■ **WHAT TO WORK ON**:
Print the records below exactly, omitting all pictures.

■ **DATA TO PROCESS**:

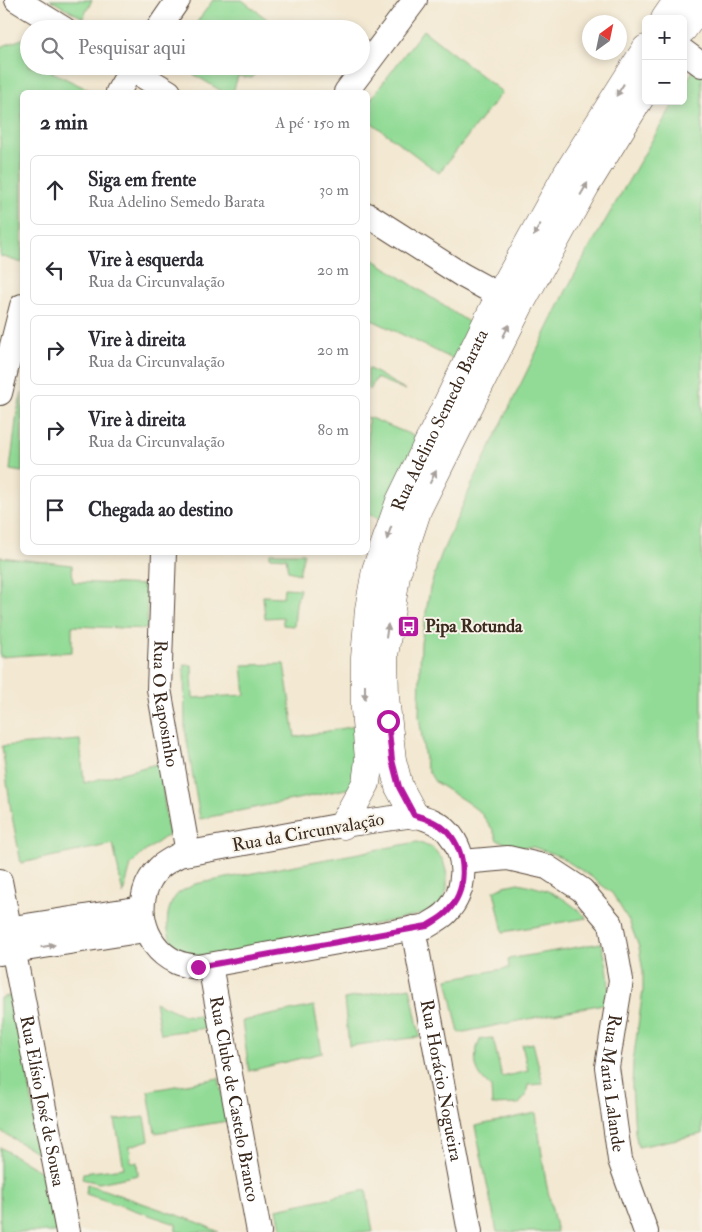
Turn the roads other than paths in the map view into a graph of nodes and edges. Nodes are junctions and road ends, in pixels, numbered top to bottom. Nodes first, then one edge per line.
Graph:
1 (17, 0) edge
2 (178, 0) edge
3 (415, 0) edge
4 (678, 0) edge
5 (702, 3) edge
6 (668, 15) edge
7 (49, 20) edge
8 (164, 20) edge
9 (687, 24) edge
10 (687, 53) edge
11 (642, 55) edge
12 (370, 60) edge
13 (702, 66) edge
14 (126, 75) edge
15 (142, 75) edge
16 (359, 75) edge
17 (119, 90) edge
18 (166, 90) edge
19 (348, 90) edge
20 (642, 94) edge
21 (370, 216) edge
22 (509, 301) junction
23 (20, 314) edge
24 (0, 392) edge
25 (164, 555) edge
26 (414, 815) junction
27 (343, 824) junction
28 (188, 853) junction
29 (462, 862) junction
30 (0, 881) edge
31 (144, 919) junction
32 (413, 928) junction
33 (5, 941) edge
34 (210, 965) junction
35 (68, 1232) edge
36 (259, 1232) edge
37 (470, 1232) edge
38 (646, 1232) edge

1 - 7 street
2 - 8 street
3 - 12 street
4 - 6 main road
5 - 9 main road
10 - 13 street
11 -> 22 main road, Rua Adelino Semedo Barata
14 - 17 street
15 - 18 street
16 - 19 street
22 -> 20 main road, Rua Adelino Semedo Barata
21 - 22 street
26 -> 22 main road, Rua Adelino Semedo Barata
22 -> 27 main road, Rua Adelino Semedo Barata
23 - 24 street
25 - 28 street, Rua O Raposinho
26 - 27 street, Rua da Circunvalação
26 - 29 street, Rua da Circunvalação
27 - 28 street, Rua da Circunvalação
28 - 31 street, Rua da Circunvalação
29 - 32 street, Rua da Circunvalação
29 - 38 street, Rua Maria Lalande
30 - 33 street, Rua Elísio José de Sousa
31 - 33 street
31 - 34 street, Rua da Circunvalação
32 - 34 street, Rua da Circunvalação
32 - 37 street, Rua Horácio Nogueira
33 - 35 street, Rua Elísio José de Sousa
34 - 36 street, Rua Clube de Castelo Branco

■ **WRITTEN ANSWER**:
Turn the roads other than paths in the map view into a graph of nodes and edges. Nodes are junctions and road ends, in pixels, numbered top to bottom. Nodes first, then one edge per line.
Graph:
1 (17, 0) edge
2 (178, 0) edge
3 (415, 0) edge
4 (678, 0) edge
5 (702, 3) edge
6 (668, 15) edge
7 (49, 20) edge
8 (164, 20) edge
9 (687, 24) edge
10 (687, 53) edge
11 (642, 55) edge
12 (370, 60) edge
13 (702, 66) edge
14 (126, 75) edge
15 (142, 75) edge
16 (359, 75) edge
17 (119, 90) edge
18 (166, 90) edge
19 (348, 90) edge
20 (642, 94) edge
21 (370, 216) edge
22 (509, 301) junction
23 (20, 314) edge
24 (0, 392) edge
25 (164, 555) edge
26 (414, 815) junction
27 (343, 824) junction
28 (188, 853) junction
29 (462, 862) junction
30 (0, 881) edge
31 (144, 919) junction
32 (413, 928) junction
33 (5, 941) edge
34 (210, 965) junction
35 (68, 1232) edge
36 (259, 1232) edge
37 (470, 1232) edge
38 (646, 1232) edge

1 - 7 street
2 - 8 street
3 - 12 street
4 - 6 main road
5 - 9 main road
10 - 13 street
11 -> 22 main road, Rua Adelino Semedo Barata
14 - 17 street
15 - 18 street
16 - 19 street
22 -> 20 main road, Rua Adelino Semedo Barata
21 - 22 street
26 -> 22 main road, Rua Adelino Semedo Barata
22 -> 27 main road, Rua Adelino Semedo Barata
23 - 24 street
25 - 28 street, Rua O Raposinho
26 - 27 street, Rua da Circunvalação
26 - 29 street, Rua da Circunvalação
27 - 28 street, Rua da Circunvalação
28 - 31 street, Rua da Circunvalação
29 - 32 street, Rua da Circunvalação
29 - 38 street, Rua Maria Lalande
30 - 33 street, Rua Elísio José de Sousa
31 - 33 street
31 - 34 street, Rua da Circunvalação
32 - 34 street, Rua da Circunvalação
32 - 37 street, Rua Horácio Nogueira
33 - 35 street, Rua Elísio José de Sousa
34 - 36 street, Rua Clube de Castelo Branco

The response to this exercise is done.